*** Data extract Section Begins ***

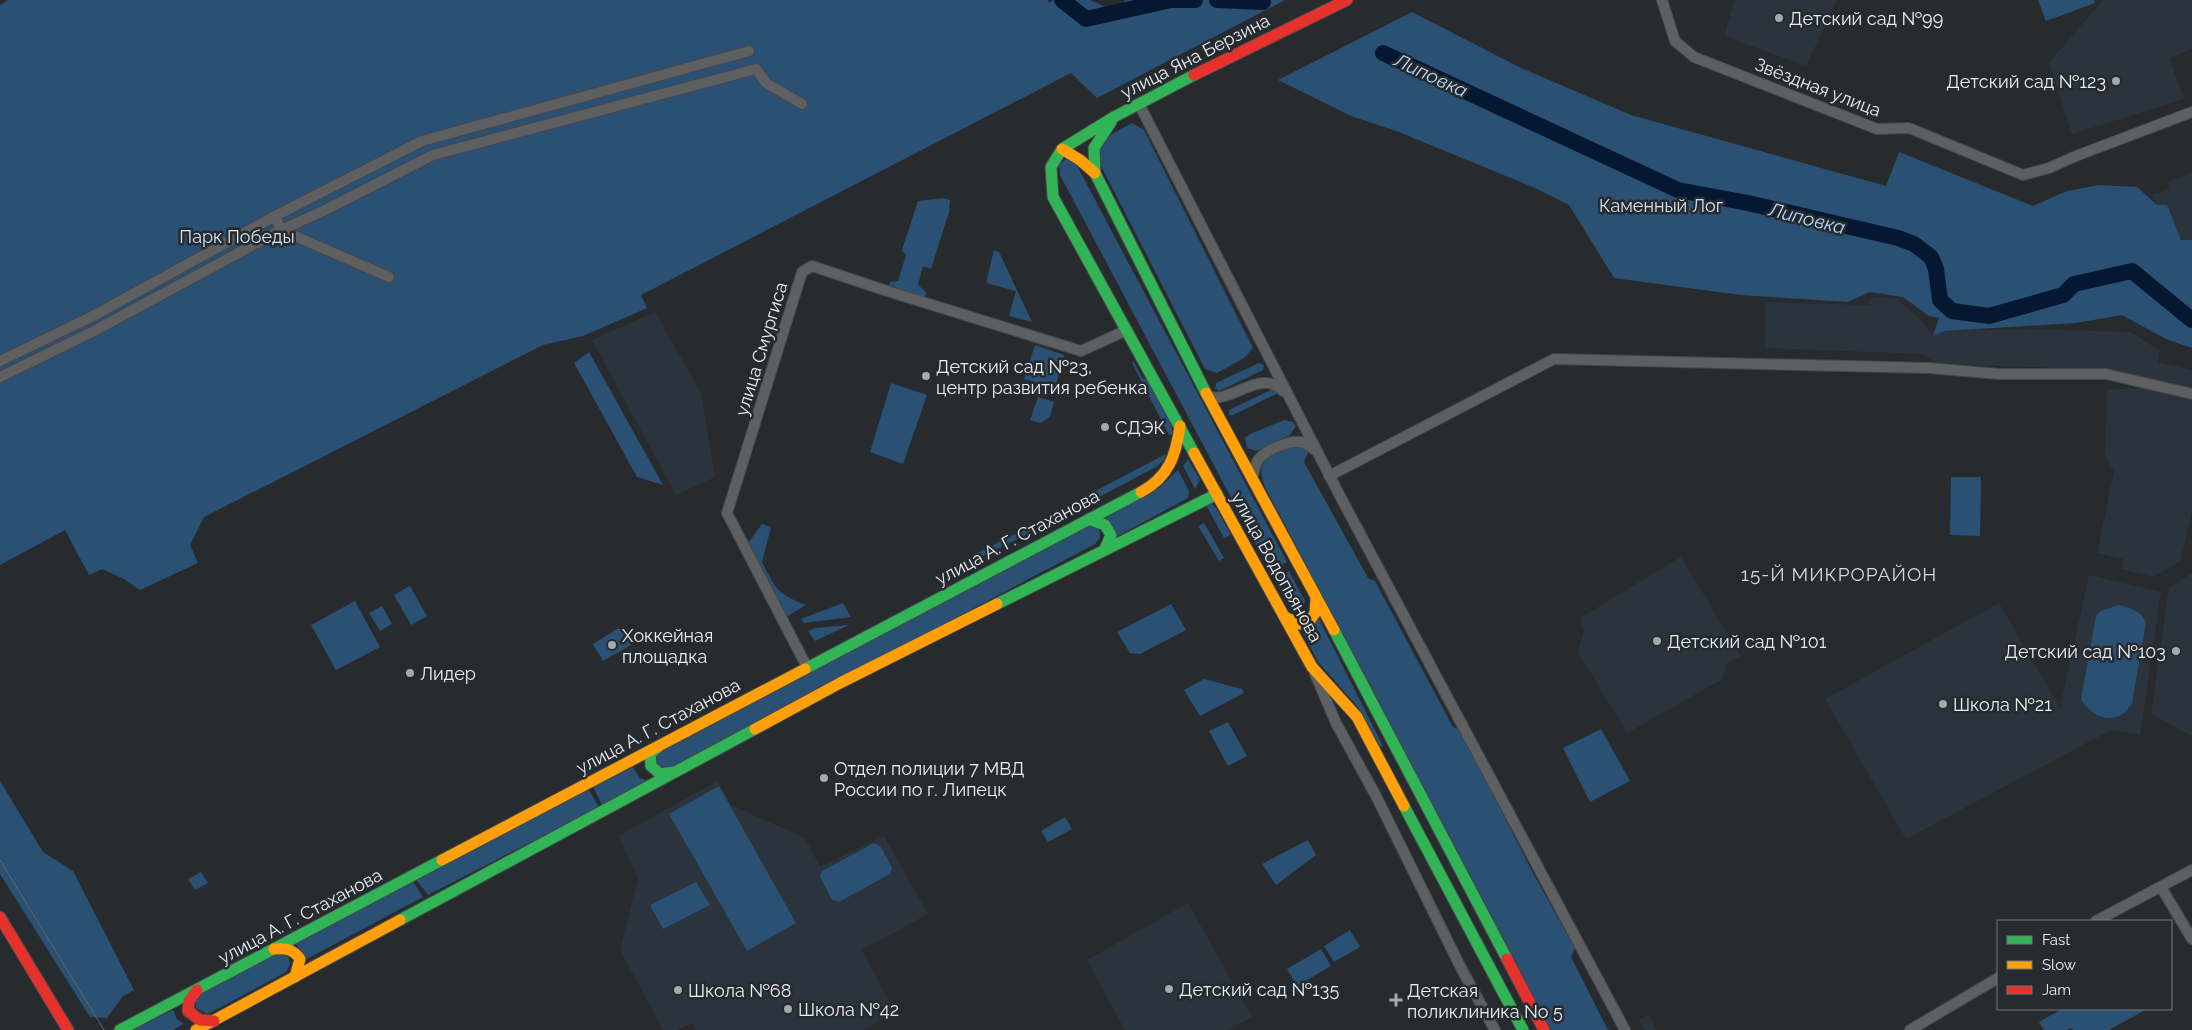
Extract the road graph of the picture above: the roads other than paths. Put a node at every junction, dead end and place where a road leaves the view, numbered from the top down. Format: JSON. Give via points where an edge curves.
{"nodes":[{"id":1,"x":1347,"y":0,"type":"edge"},
{"id":2,"x":1662,"y":0,"type":"edge"},
{"id":3,"x":749,"y":51,"type":"dead end"},
{"id":4,"x":802,"y":104,"type":"dead end"},
{"id":5,"x":1139,"y":104,"type":"junction"},
{"id":6,"x":2192,"y":112,"type":"edge"},
{"id":7,"x":1114,"y":117,"type":"junction"},
{"id":8,"x":1062,"y":149,"type":"junction"},
{"id":9,"x":1095,"y":173,"type":"junction"},
{"id":10,"x":275,"y":216,"type":"junction"},
{"id":11,"x":281,"y":230,"type":"junction"},
{"id":12,"x":389,"y":277,"type":"dead end"},
{"id":13,"x":1127,"y":330,"type":"junction"},
{"id":14,"x":0,"y":361,"type":"edge"},
{"id":15,"x":0,"y":377,"type":"edge"},
{"id":16,"x":2192,"y":394,"type":"edge"},
{"id":17,"x":1207,"y":396,"type":"junction"},
{"id":18,"x":1288,"y":398,"type":"junction"},
{"id":19,"x":1180,"y":426,"type":"junction"},
{"id":20,"x":1317,"y":452,"type":"junction"},
{"id":21,"x":1329,"y":476,"type":"junction"},
{"id":22,"x":1252,"y":479,"type":"junction"},
{"id":23,"x":1217,"y":494,"type":"junction"},
{"id":24,"x":1088,"y":519,"type":"junction"},
{"id":25,"x":1105,"y":549,"type":"junction"},
{"id":26,"x":1316,"y":596,"type":"junction"},
{"id":27,"x":1285,"y":617,"type":"junction"},
{"id":28,"x":1312,"y":667,"type":"junction"},
{"id":29,"x":807,"y":668,"type":"junction"},
{"id":30,"x":663,"y":744,"type":"junction"},
{"id":31,"x":676,"y":771,"type":"junction"},
{"id":32,"x":2192,"y":870,"type":"edge"},
{"id":33,"x":2161,"y":887,"type":"junction"},
{"id":34,"x":0,"y":917,"type":"edge"},
{"id":35,"x":2098,"y":920,"type":"edge"},
{"id":36,"x":2192,"y":939,"type":"edge"},
{"id":37,"x":274,"y":948,"type":"junction"},
{"id":38,"x":295,"y":977,"type":"junction"},
{"id":39,"x":1997,"y":979,"type":"edge"},
{"id":40,"x":198,"y":990,"type":"junction"},
{"id":41,"x":214,"y":1021,"type":"junction"},
{"id":42,"x":68,"y":1030,"type":"edge"},
{"id":43,"x":120,"y":1030,"type":"edge"},
{"id":44,"x":196,"y":1030,"type":"edge"},
{"id":45,"x":1494,"y":1030,"type":"edge"},
{"id":46,"x":1522,"y":1030,"type":"edge"},
{"id":47,"x":1544,"y":1030,"type":"edge"},
{"id":48,"x":1625,"y":1030,"type":"edge"},
{"id":49,"x":1910,"y":1030,"type":"edge"}],
"edges":[{"from":1,"to":5,"type":"main road","name":"улица Яна Берзина"},
{"from":2,"to":6,"type":"street","name":"Звёздная улица","via":[[1675,41],[1694,57],[1877,129],[1909,128],[2023,175]]},
{"from":3,"to":10,"type":"street","via":[[422,141]]},
{"from":4,"to":11,"type":"street","via":[[766,83],[756,69],[433,155]]},
{"from":5,"to":7,"type":"main road","name":"улица Яна Берзина"},
{"from":5,"to":18,"type":"street"},
{"from":7,"to":8,"type":"main road","name":"улица Яна Берзина"},
{"from":7,"to":9,"type":"main road","name":"улица Водопьянова","via":[[1094,148]]},
{"from":8,"to":9,"type":"main road","name":"улица Водопьянова"},
{"from":8,"to":13,"type":"main road","name":"улица Водопьянова","via":[[1051,167],[1053,197]]},
{"from":9,"to":17,"type":"main road","name":"улица Водопьянова"},
{"from":10,"to":11,"type":"street"},
{"from":10,"to":14,"type":"street","via":[[93,316]]},
{"from":11,"to":12,"type":"street"},
{"from":11,"to":15,"type":"street","via":[[94,331]]},
{"from":13,"to":19,"type":"main road","name":"улица Водопьянова"},
{"from":13,"to":29,"type":"street","name":"улица Смургиса","via":[[1081,351],[812,266],[802,272],[726,513]]},
{"from":16,"to":21,"type":"street","via":[[2106,374],[1999,374],[1929,368],[1554,360]]},
{"from":17,"to":18,"type":"street","via":[[1212,398],[1234,393],[1262,382],[1274,384]]},
{"from":17,"to":22,"type":"main road","name":"улица Водопьянова"},
{"from":18,"to":20,"type":"street"},
{"from":19,"to":23,"type":"main road","name":"улица Водопьянова"},
{"from":19,"to":24,"type":"main road","name":"улица А. Г. Стаханова","via":[[1170,470],[1153,486]]},
{"from":20,"to":21,"type":"street"},
{"from":20,"to":22,"type":"street","via":[[1301,442],[1279,447],[1257,461]]},
{"from":21,"to":48,"type":"street"},
{"from":22,"to":26,"type":"main road","name":"улица Водопьянова"},
{"from":23,"to":25,"type":"main road"},
{"from":23,"to":27,"type":"main road","name":"улица Водопьянова"},
{"from":24,"to":25,"type":"main road","via":[[1105,525],[1110,535]]},
{"from":24,"to":29,"type":"main road","name":"улица А. Г. Стаханова"},
{"from":25,"to":31,"type":"main road","via":[[840,683]]},
{"from":26,"to":27,"type":"main road","via":[[1313,620],[1306,624],[1292,622]]},
{"from":26,"to":47,"type":"main road","name":"улица Водопьянова"},
{"from":27,"to":28,"type":"main road","name":"улица Водопьянова"},
{"from":28,"to":45,"type":"street","via":[[1336,723]]},
{"from":28,"to":46,"type":"main road","name":"улица Водопьянова","via":[[1357,717]]},
{"from":29,"to":30,"type":"main road","name":"улица А. Г. Стаханова"},
{"from":30,"to":31,"type":"main road","via":[[650,754],[651,766],[660,774]]},
{"from":30,"to":37,"type":"main road","name":"улица А. Г. Стаханова"},
{"from":31,"to":38,"type":"main road"},
{"from":32,"to":33,"type":"street"},
{"from":33,"to":35,"type":"street"},
{"from":33,"to":36,"type":"street"},
{"from":34,"to":42,"type":"main road"},
{"from":37,"to":38,"type":"main road","via":[[295,951],[300,959]]},
{"from":37,"to":40,"type":"main road","name":"улица А. Г. Стаханова"},
{"from":38,"to":41,"type":"main road"},
{"from":39,"to":49,"type":"street"},
{"from":40,"to":41,"type":"main road","via":[[189,1001],[188,1011],[196,1019]]},
{"from":40,"to":43,"type":"main road","name":"улица А. Г. Стаханова"},
{"from":41,"to":44,"type":"main road"}]}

*** Data extract Section Ends ***

--- Work task ---
Write out every line of the data that holds the word "Стаханова".

--- Response to this exercise ---
{"from":19,"to":24,"type":"main road","name":"улица А. Г. Стаханова","via":[[1170,470],[1153,486]]},
{"from":24,"to":29,"type":"main road","name":"улица А. Г. Стаханова"},
{"from":29,"to":30,"type":"main road","name":"улица А. Г. Стаханова"},
{"from":30,"to":37,"type":"main road","name":"улица А. Г. Стаханова"},
{"from":37,"to":40,"type":"main road","name":"улица А. Г. Стаханова"},
{"from":40,"to":43,"type":"main road","name":"улица А. Г. Стаханова"},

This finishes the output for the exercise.